§ **Your goal**
Write out the entries exactly, leaving out every picture.

§ **Material supplied**

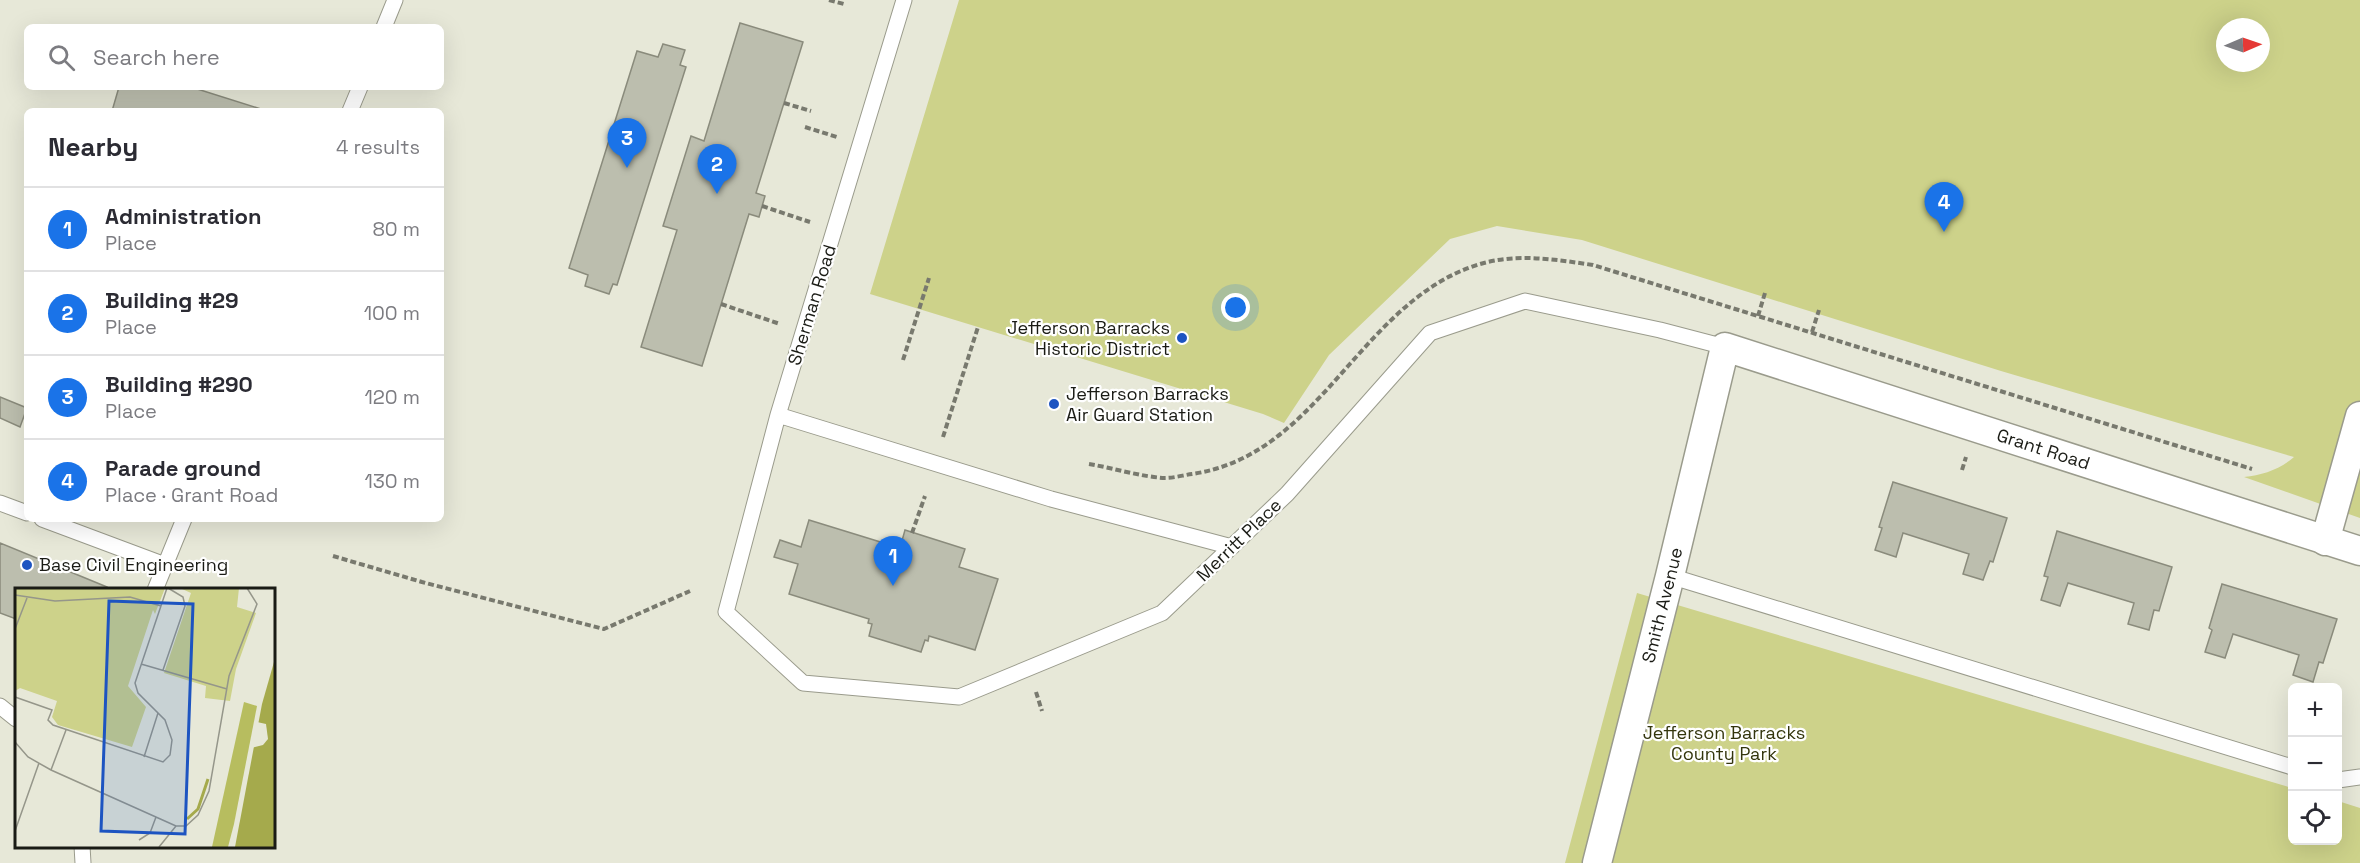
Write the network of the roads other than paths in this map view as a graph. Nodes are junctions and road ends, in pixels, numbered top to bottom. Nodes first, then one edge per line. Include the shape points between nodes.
1 (395, 0) edge
2 (904, 0) edge
3 (385, 24) edge
4 (359, 90) edge
5 (351, 108) edge
6 (1725, 347) junction
7 (778, 415) junction
8 (2360, 416) edge
9 (0, 503) edge
10 (24, 512) edge
11 (50, 522) edge
12 (183, 522) edge
13 (2325, 541) junction
14 (1232, 547) junction
15 (2360, 551) edge
16 (165, 565) junction
17 (1670, 576) junction
18 (156, 588) edge
19 (726, 612) joint
20 (0, 706) edge
21 (15, 717) edge
22 (2288, 766) edge
23 (2360, 777) edge
24 (2342, 779) edge
25 (82, 848) edge
26 (83, 863) edge
27 (1597, 863) edge

1 - 3 lane
2 - 7 lane, Sherman Road
4 - 5 lane
6 - 13 street, Grant Road
6 - 14 lane, Merritt Place via 1525,301 1430,333 1287,494
6 - 17 street, Smith Avenue
7 - 14 lane via 1051,499
7 - 19 lane, Sherman Road
8 - 13 street
9 - 10 lane
11 - 16 lane
12 - 16 lane
13 - 15 street, Grant Road
14 - 19 lane, Merritt Place via 1162,613 959,698 803,683
16 - 18 lane
17 - 22 lane
17 - 27 street, Smith Avenue
20 - 21 lane
23 - 24 lane
25 - 26 lane

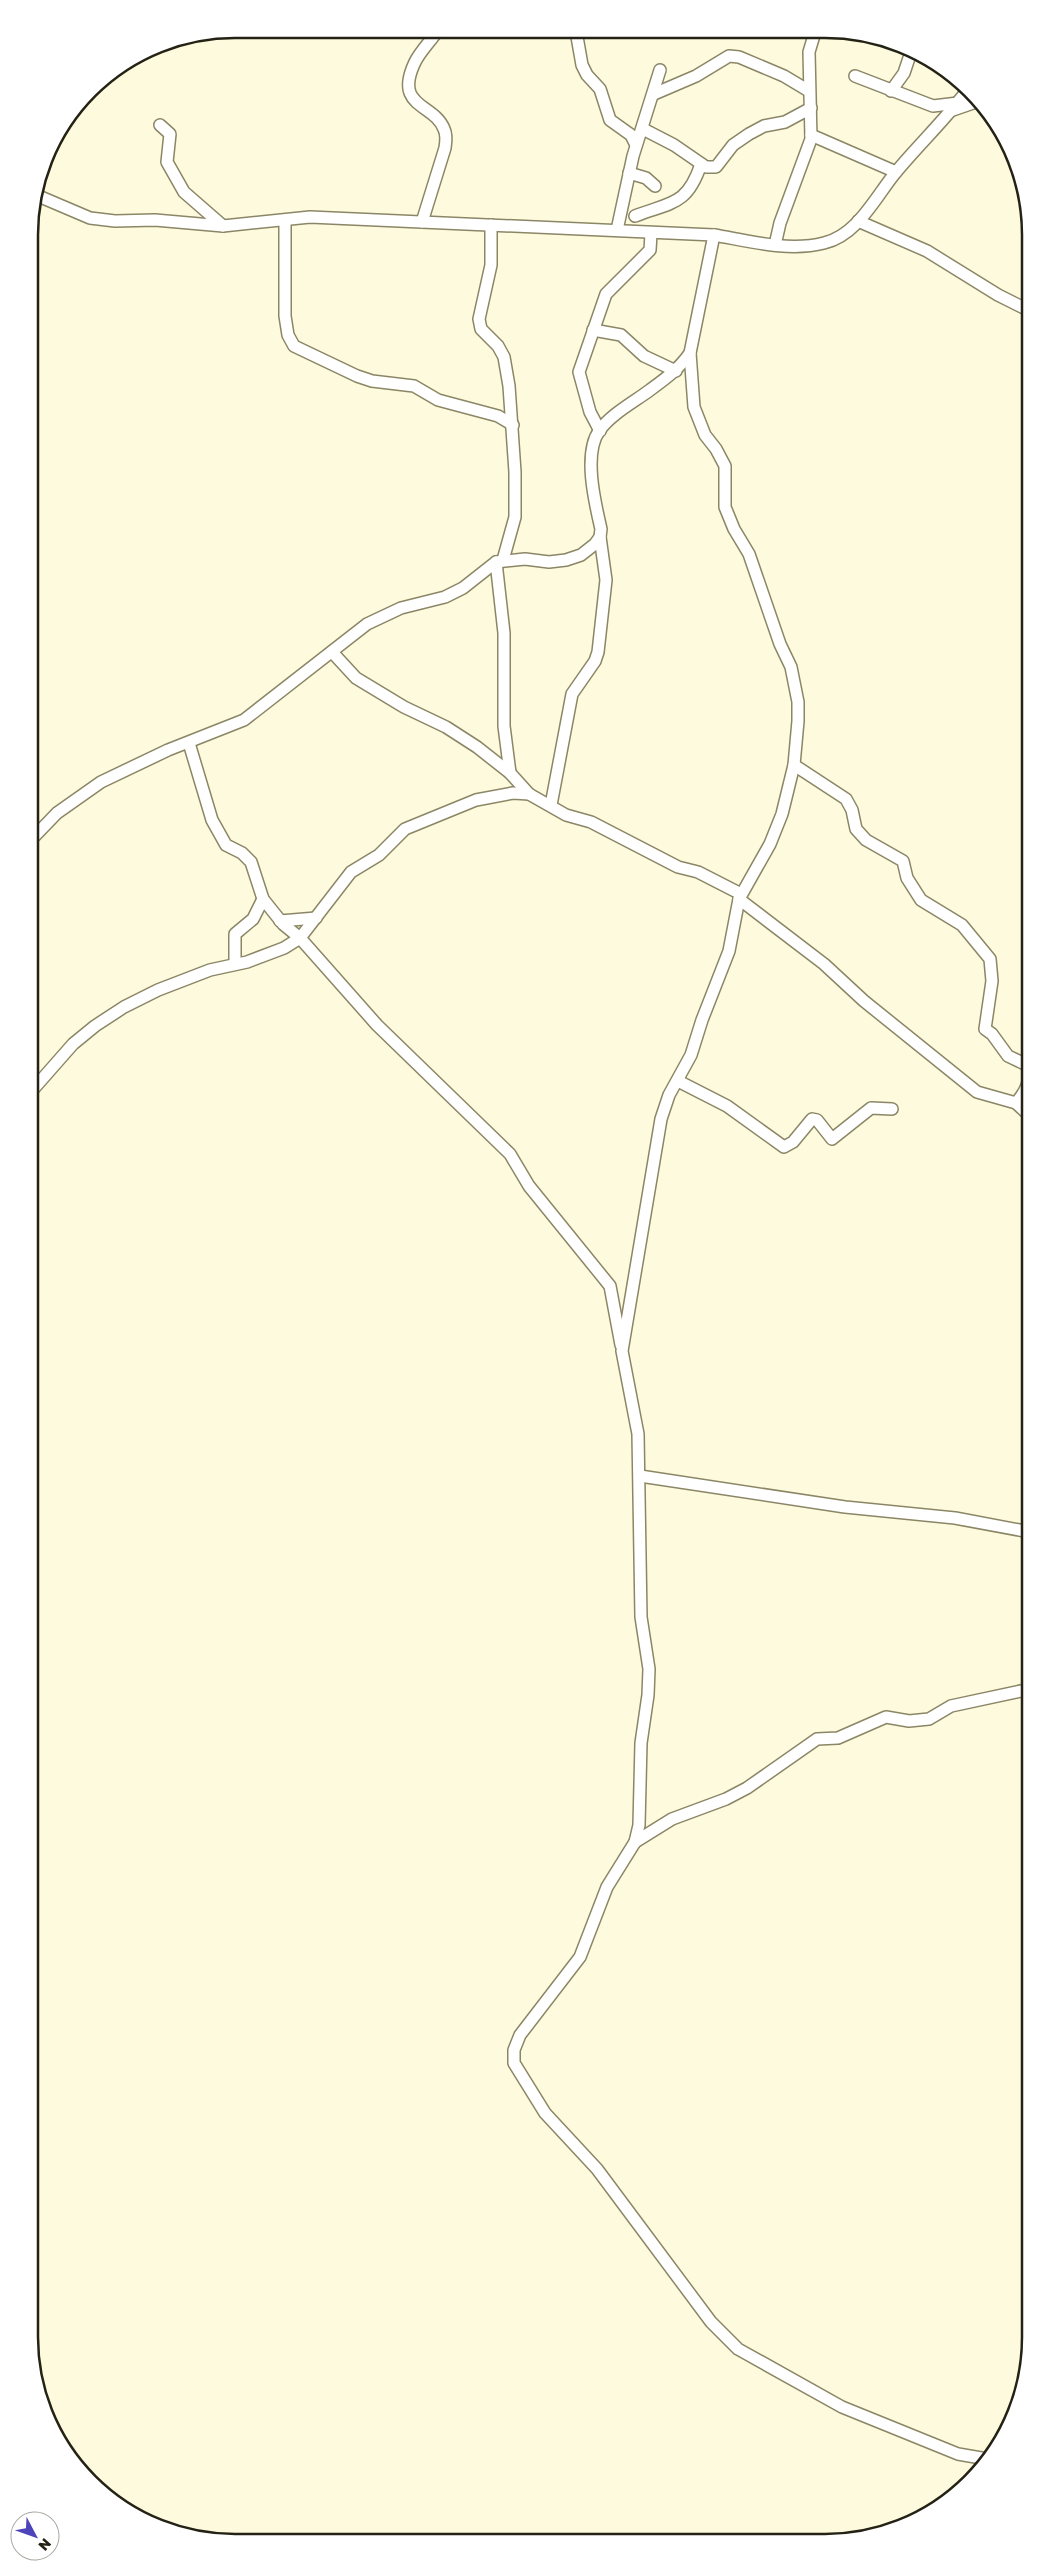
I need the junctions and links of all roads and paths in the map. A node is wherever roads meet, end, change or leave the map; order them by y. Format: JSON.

§ **Written response**
Write the network of the roads other than paths in this map view as a graph. Nodes are junctions and road ends, in pixels, numbered top to bottom. Nodes first, then one edge per line. Include the shape points between nodes.
1 (395, 0) edge
2 (904, 0) edge
3 (385, 24) edge
4 (359, 90) edge
5 (351, 108) edge
6 (1725, 347) junction
7 (778, 415) junction
8 (2360, 416) edge
9 (0, 503) edge
10 (24, 512) edge
11 (50, 522) edge
12 (183, 522) edge
13 (2325, 541) junction
14 (1232, 547) junction
15 (2360, 551) edge
16 (165, 565) junction
17 (1670, 576) junction
18 (156, 588) edge
19 (726, 612) joint
20 (0, 706) edge
21 (15, 717) edge
22 (2288, 766) edge
23 (2360, 777) edge
24 (2342, 779) edge
25 (82, 848) edge
26 (83, 863) edge
27 (1597, 863) edge

1 - 3 lane
2 - 7 lane, Sherman Road
4 - 5 lane
6 - 13 street, Grant Road
6 - 14 lane, Merritt Place via 1525,301 1430,333 1287,494
6 - 17 street, Smith Avenue
7 - 14 lane via 1051,499
7 - 19 lane, Sherman Road
8 - 13 street
9 - 10 lane
11 - 16 lane
12 - 16 lane
13 - 15 street, Grant Road
14 - 19 lane, Merritt Place via 1162,613 959,698 803,683
16 - 18 lane
17 - 22 lane
17 - 27 street, Smith Avenue
20 - 21 lane
23 - 24 lane
25 - 26 lane

I need the junctions and links of all roads and paths in the map. A node is wherever roads meet, end, change or leave the map; order them by y. Format: JSON.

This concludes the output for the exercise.